Biasanya ketika dia baru bangun tidur, pemandangan yang menyapanya pertama kali adalah langit-langit kamar berwarna merah muda. Tetapi pagi ini, dia disambut dengan pemandangan yang berbeda. Membuatnya tersadar bahwa dia sudah menjadi seorang istri dan tinggal bersama suaminya.
Belum genap sehari, dia sudah rindu meneriaki Bibi Durah untuk membawakan segelas air lemon kemudian memintanya menyiapkan air hangat untuk mandi pagi. Sayangnya dia tidak bisa lagi bermanja-manjaan seperti itu. Memang siapa yang bisa dia perintah-perintah seenaknya? Xeron Alexander? Ck, mana mungkin.
"Selamat pagi." Suara beriton milik suaminya mengawali hari—mungkin itu akan sering terdengar untuk hari-hari berikutnya.
Xeron Alexander sudah rapi mengenakan kemeja kerja sedangkan Veronica masih dalam balutan piyama tidur dengan rambut acak-acakan.
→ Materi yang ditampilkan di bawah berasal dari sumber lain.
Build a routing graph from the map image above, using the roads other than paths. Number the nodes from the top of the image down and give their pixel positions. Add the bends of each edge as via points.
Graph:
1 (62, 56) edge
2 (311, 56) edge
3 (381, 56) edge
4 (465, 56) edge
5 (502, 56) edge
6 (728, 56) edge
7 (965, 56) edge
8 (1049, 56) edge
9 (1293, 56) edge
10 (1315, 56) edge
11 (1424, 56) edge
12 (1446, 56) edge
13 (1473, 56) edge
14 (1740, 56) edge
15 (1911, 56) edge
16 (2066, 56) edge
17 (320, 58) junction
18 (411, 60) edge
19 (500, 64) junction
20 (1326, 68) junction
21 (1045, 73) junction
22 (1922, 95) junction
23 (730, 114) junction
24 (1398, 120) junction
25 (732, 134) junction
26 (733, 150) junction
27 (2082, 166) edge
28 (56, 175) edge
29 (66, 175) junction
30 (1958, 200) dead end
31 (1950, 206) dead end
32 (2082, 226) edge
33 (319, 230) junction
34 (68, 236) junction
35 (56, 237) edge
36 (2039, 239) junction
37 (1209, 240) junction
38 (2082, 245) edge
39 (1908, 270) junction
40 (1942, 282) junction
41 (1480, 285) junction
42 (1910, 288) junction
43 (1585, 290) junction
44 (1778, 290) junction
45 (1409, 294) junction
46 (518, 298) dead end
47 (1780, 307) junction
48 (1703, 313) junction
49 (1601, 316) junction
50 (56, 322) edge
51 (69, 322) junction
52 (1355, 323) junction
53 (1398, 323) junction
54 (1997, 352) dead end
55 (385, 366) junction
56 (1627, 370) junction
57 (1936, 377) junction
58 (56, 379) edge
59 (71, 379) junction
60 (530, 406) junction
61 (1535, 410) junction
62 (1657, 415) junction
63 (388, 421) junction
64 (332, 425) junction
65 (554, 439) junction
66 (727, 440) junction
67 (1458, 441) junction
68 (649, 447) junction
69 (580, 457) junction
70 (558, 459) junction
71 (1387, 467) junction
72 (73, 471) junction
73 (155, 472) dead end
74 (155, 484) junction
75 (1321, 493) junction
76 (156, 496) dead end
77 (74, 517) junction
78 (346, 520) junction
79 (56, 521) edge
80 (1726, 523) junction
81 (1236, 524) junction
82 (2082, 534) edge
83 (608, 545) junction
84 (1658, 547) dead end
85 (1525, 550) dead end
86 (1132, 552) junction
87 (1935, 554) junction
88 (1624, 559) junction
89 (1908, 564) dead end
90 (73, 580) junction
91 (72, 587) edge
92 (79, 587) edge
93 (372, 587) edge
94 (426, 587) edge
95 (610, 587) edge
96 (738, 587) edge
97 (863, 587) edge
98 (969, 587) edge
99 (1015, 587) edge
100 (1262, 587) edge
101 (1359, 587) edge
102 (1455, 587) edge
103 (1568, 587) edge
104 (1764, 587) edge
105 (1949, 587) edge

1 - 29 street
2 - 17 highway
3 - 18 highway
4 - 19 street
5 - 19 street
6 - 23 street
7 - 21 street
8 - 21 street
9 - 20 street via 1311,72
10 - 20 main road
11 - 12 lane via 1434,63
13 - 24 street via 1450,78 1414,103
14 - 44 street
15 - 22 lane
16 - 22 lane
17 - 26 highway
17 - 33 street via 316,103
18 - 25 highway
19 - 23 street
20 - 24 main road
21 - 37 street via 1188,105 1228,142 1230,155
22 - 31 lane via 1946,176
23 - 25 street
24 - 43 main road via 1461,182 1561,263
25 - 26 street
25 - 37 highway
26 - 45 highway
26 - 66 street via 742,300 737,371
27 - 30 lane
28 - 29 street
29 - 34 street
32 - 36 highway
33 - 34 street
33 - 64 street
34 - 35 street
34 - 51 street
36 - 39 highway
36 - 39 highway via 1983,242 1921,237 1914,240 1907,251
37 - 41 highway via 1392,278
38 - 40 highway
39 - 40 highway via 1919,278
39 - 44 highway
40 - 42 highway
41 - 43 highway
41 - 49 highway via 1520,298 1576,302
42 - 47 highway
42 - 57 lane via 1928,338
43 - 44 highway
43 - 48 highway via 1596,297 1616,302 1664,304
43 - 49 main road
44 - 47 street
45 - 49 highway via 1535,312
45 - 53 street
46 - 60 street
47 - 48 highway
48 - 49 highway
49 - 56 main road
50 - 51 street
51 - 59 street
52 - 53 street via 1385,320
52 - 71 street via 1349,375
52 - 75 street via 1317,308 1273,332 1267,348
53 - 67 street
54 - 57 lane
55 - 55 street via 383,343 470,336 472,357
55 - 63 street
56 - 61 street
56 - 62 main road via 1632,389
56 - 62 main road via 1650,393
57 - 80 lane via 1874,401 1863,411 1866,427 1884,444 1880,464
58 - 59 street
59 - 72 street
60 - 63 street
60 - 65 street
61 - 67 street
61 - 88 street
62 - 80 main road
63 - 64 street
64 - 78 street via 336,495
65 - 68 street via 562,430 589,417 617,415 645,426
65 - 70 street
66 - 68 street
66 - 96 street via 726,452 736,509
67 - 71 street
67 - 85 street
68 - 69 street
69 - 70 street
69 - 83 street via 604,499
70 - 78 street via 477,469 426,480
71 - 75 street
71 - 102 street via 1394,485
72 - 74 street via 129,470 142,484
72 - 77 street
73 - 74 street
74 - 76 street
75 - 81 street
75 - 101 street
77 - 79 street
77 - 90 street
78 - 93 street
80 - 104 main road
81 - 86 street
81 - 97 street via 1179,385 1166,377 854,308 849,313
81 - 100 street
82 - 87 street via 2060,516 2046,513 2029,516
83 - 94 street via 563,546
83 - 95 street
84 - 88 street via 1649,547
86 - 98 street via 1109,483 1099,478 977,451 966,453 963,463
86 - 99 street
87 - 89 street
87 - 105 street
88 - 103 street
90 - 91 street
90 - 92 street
Tampak seperti pangeran dan upik abu. Sial.
Di ata meja makan sudah tersaji menu sarapan. Ada roti tawar berserta selai varian rasa buah-buahan, segelas susu putih, dan secangkir kopi hitam yang masih ngepulkan asap.
"Kau yang menyiapkan semua ini?"
"Siapa lagi kalau bukan aku?"
Kalimat itu seperti sebuah sindirian untuk Veronica yang tidak becus menjadi seorang istri. Tapi masa bodoh. Jika sudah ada suami yang bisa melakukan, mengapa harus istri?
"Kau tidak ingin menggunakan jasa asisten rumah tangga?"
"Untuk saat ini aku belum membutuhkannya."
"Dan kau akan selalu bangun pagi untuk menyiapkan sarapan?"
Xeron mengangguk, "Hidup sebagai makhluk sosial memang akan selalu saling membutuhkan. Tapi itu tidak bisa dijadikan alasan untuk selalu bergantung kepada orang lain."
"Kau menyindiriku?"
Xeron tersenyum manis tapi tampak menyebalkan di mata Veronica. Selain minta dicium, mulut Xeron Alexander sepertinya minta disentil.
"Ayo sarapan."
Veronica mengambil selembar roti tawar. Pilihannya jatuh pada selai rasa blueberry. Dia mengambil pisau di sisi kanan piring kemudian berusaha mengolesi rotinya. Butuh waktu yang cukup panjang bagi Veronica untuk melakukannya. Karena bukannya mengolesi selai secara merata, dia justru melubangi rotinya sendiri karena terlalu keras menekan pisau.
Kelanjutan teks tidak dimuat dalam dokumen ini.